**HOW TO COMPLETE THIS TASK**
Copy each line from the data that has the word "Victoria" in it.

**GIVEN RECORDS**
——————
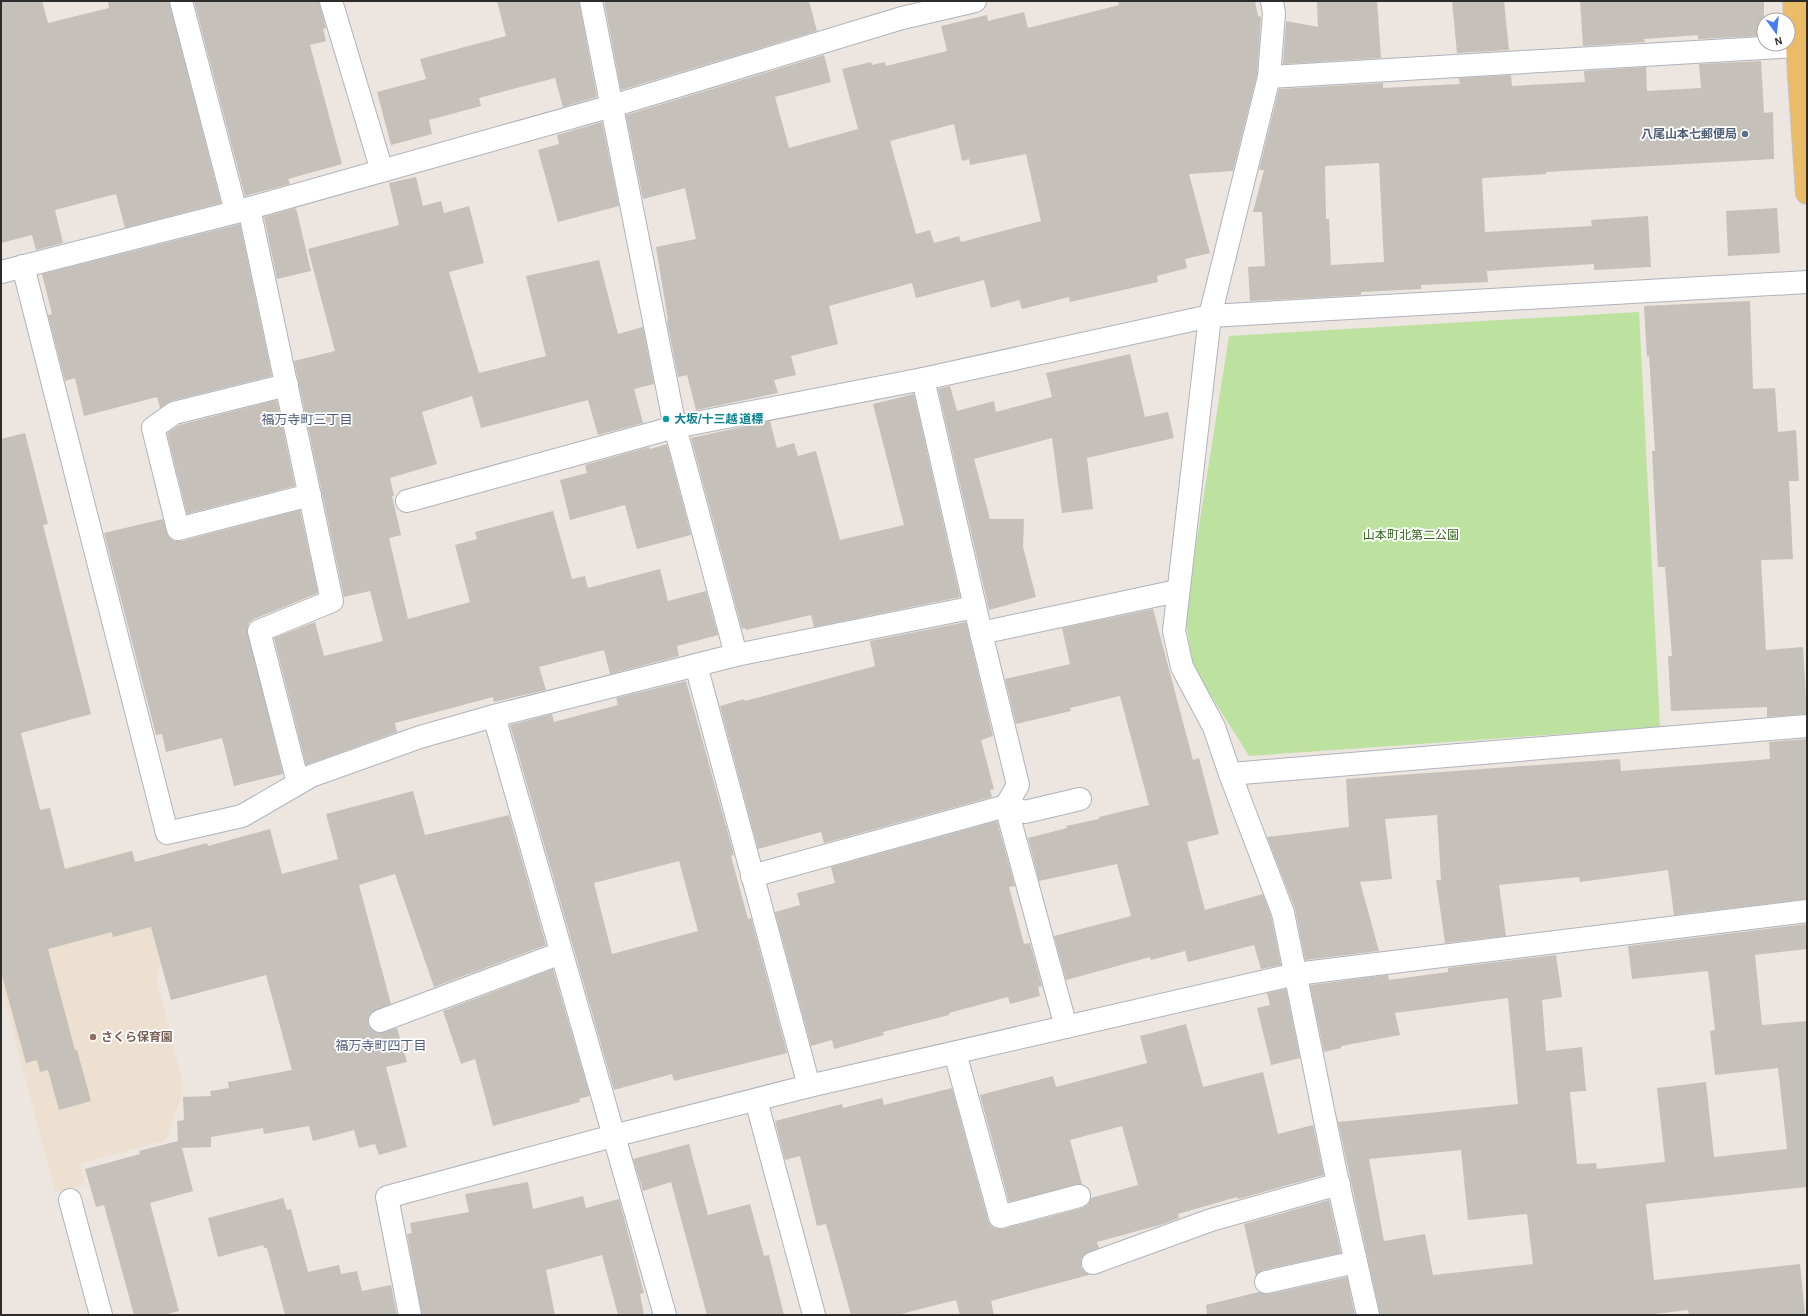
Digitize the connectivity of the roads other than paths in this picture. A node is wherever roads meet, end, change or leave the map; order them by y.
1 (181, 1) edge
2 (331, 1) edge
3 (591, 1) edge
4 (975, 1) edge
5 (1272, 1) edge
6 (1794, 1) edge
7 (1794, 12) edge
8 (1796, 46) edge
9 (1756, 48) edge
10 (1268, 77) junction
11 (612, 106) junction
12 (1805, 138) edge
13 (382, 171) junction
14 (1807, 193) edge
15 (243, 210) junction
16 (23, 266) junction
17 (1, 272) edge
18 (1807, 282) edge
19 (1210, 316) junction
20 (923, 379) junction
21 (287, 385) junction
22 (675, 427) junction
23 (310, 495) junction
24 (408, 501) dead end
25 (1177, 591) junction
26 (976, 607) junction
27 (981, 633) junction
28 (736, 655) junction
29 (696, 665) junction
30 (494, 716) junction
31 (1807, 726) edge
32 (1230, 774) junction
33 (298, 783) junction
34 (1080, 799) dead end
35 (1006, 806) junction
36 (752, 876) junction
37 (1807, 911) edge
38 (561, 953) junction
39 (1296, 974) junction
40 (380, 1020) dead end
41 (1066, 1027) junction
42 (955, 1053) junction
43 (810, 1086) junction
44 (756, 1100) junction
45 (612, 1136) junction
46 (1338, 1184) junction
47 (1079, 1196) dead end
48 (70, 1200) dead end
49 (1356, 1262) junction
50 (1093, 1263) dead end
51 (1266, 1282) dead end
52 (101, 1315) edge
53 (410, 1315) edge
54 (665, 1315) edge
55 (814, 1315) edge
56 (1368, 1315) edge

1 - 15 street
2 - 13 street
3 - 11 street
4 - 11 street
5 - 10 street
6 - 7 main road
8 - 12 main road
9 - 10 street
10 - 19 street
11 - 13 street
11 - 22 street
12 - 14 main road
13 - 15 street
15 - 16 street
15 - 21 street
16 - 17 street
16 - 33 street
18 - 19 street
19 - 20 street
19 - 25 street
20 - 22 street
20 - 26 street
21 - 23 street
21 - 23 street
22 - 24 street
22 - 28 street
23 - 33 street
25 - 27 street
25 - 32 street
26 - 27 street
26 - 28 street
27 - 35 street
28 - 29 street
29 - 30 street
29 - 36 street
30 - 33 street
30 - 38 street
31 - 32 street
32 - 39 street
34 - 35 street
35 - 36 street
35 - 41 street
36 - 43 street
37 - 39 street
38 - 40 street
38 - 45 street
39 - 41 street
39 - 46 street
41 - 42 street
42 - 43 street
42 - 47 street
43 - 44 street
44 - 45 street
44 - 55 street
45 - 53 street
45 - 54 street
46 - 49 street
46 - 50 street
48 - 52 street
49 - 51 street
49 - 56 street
——————
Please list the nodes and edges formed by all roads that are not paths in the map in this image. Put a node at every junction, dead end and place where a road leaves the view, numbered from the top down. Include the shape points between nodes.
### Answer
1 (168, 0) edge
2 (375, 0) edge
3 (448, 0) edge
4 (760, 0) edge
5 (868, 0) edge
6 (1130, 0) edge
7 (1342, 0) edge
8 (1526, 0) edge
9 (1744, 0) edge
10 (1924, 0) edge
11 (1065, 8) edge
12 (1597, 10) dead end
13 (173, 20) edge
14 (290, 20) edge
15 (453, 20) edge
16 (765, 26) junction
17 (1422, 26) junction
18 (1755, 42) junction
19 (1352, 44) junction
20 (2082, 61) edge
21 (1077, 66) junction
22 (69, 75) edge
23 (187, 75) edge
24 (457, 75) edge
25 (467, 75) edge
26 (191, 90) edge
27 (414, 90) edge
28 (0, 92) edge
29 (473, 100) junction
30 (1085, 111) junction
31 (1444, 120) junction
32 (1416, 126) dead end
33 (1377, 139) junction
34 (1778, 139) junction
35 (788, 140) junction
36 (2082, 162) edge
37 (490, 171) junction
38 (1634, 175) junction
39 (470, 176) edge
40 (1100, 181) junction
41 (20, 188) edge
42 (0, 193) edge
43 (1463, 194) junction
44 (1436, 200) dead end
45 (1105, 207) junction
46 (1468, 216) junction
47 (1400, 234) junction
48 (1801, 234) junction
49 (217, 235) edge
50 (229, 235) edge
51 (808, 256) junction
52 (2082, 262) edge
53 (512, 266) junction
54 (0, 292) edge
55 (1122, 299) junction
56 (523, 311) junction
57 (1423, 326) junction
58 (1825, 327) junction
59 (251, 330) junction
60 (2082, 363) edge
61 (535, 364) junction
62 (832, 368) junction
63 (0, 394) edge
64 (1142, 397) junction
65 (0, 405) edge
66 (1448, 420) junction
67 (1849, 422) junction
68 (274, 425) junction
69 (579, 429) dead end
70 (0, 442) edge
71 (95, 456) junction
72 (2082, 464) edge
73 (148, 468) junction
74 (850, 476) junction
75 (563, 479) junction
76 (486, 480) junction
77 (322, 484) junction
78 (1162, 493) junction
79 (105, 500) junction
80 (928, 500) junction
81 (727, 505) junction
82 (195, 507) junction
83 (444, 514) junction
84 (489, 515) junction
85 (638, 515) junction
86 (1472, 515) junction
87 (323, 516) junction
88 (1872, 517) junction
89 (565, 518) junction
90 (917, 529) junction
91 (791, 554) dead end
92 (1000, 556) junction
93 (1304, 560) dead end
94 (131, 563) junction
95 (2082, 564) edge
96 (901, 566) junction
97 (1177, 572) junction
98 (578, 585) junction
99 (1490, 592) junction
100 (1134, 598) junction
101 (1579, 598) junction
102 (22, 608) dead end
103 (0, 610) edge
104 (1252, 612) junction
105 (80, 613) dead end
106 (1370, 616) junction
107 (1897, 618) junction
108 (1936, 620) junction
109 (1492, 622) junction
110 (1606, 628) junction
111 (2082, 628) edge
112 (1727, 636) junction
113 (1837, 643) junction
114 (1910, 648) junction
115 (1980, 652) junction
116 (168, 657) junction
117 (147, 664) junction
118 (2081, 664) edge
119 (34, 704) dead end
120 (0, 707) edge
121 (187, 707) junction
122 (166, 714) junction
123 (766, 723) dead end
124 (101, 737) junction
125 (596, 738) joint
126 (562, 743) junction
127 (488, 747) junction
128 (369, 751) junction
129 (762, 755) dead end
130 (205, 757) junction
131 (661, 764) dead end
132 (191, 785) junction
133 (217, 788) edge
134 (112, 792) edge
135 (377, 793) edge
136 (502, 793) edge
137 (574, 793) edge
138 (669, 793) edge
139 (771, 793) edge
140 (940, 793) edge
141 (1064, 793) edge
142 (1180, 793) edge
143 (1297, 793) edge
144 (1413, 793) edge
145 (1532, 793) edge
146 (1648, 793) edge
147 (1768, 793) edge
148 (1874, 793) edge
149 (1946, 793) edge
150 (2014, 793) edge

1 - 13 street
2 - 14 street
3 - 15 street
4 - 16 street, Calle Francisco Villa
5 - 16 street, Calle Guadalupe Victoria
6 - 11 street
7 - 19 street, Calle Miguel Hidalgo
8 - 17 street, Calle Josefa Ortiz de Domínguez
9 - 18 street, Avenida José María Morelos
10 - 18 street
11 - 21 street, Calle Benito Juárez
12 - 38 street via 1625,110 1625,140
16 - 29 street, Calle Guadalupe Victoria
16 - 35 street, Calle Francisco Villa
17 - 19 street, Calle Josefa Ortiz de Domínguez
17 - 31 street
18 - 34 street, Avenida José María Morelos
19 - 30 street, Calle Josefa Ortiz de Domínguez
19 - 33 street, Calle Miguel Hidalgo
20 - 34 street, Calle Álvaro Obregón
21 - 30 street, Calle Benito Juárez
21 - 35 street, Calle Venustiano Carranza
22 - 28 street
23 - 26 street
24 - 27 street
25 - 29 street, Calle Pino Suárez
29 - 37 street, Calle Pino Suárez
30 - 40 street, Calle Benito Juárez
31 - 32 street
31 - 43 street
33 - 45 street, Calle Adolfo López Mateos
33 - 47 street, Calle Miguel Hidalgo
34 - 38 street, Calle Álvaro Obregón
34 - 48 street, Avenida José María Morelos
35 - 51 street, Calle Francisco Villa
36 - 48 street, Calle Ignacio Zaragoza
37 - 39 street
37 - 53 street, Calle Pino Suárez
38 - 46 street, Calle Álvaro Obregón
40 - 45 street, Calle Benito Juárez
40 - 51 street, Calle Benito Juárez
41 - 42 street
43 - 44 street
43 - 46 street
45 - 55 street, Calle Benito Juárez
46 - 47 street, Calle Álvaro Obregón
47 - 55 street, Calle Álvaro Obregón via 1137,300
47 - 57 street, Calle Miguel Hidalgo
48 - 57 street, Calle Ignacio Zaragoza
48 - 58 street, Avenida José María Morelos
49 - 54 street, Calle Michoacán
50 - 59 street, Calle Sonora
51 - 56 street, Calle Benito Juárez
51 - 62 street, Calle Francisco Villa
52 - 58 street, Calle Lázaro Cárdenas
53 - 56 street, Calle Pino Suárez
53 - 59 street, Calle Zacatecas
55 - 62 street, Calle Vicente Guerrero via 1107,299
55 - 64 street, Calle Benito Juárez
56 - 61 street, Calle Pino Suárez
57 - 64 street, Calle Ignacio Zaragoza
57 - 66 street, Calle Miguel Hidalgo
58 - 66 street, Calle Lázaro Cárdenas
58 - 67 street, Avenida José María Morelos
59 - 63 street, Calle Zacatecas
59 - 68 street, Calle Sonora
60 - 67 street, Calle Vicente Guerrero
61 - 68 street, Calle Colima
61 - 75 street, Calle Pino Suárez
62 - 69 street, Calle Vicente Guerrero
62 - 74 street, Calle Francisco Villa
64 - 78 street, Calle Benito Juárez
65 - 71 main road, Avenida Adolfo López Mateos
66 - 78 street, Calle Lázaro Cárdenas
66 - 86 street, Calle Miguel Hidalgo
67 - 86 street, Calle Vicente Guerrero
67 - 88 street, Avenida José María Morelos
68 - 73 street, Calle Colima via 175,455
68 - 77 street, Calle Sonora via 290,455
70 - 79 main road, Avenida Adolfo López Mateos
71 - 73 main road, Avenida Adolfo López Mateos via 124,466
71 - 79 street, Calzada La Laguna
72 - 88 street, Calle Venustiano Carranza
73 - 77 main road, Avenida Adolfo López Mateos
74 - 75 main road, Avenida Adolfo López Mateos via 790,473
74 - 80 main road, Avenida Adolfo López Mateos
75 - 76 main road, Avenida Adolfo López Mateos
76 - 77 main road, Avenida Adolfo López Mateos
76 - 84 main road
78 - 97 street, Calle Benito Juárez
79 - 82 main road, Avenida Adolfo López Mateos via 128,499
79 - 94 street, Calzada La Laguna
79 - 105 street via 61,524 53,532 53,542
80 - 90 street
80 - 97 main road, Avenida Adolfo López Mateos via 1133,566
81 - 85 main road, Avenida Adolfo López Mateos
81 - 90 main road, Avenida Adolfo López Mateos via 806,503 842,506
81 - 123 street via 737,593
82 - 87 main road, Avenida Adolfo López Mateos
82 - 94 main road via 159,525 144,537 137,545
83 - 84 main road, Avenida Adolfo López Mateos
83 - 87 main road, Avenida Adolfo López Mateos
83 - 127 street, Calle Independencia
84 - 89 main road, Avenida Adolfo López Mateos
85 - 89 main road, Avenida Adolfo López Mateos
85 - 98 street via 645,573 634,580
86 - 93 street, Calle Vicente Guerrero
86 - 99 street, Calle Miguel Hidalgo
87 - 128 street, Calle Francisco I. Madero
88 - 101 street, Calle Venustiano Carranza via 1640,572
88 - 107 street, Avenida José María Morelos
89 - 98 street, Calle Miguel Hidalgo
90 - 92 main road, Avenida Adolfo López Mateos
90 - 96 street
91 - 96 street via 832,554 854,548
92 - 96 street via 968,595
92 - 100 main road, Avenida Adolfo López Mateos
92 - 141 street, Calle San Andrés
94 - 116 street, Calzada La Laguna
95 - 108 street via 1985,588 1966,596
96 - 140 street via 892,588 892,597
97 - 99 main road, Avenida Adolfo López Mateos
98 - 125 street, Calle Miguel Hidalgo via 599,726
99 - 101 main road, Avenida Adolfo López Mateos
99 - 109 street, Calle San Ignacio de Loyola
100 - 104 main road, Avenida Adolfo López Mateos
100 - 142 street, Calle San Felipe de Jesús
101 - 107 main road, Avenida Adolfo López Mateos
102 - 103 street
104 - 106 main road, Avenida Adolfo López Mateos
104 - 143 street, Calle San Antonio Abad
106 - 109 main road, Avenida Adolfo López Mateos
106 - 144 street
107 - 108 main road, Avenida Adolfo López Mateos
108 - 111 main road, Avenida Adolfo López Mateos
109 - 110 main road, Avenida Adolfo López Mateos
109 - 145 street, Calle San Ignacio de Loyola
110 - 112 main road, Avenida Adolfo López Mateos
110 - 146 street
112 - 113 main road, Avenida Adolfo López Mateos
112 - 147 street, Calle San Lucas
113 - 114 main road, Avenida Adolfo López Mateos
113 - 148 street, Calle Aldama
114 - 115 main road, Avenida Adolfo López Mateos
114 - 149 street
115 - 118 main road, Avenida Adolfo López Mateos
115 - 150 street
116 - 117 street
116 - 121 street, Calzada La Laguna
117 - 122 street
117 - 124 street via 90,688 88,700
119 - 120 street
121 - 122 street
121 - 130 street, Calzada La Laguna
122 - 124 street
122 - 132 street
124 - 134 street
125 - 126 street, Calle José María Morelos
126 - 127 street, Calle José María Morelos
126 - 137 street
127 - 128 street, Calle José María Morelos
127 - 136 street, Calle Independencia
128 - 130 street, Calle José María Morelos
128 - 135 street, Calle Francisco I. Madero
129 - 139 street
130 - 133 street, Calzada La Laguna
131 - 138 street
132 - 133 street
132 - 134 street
——————
**ANSWER AREA**
5 - 16 street, Calle Guadalupe Victoria
16 - 29 street, Calle Guadalupe Victoria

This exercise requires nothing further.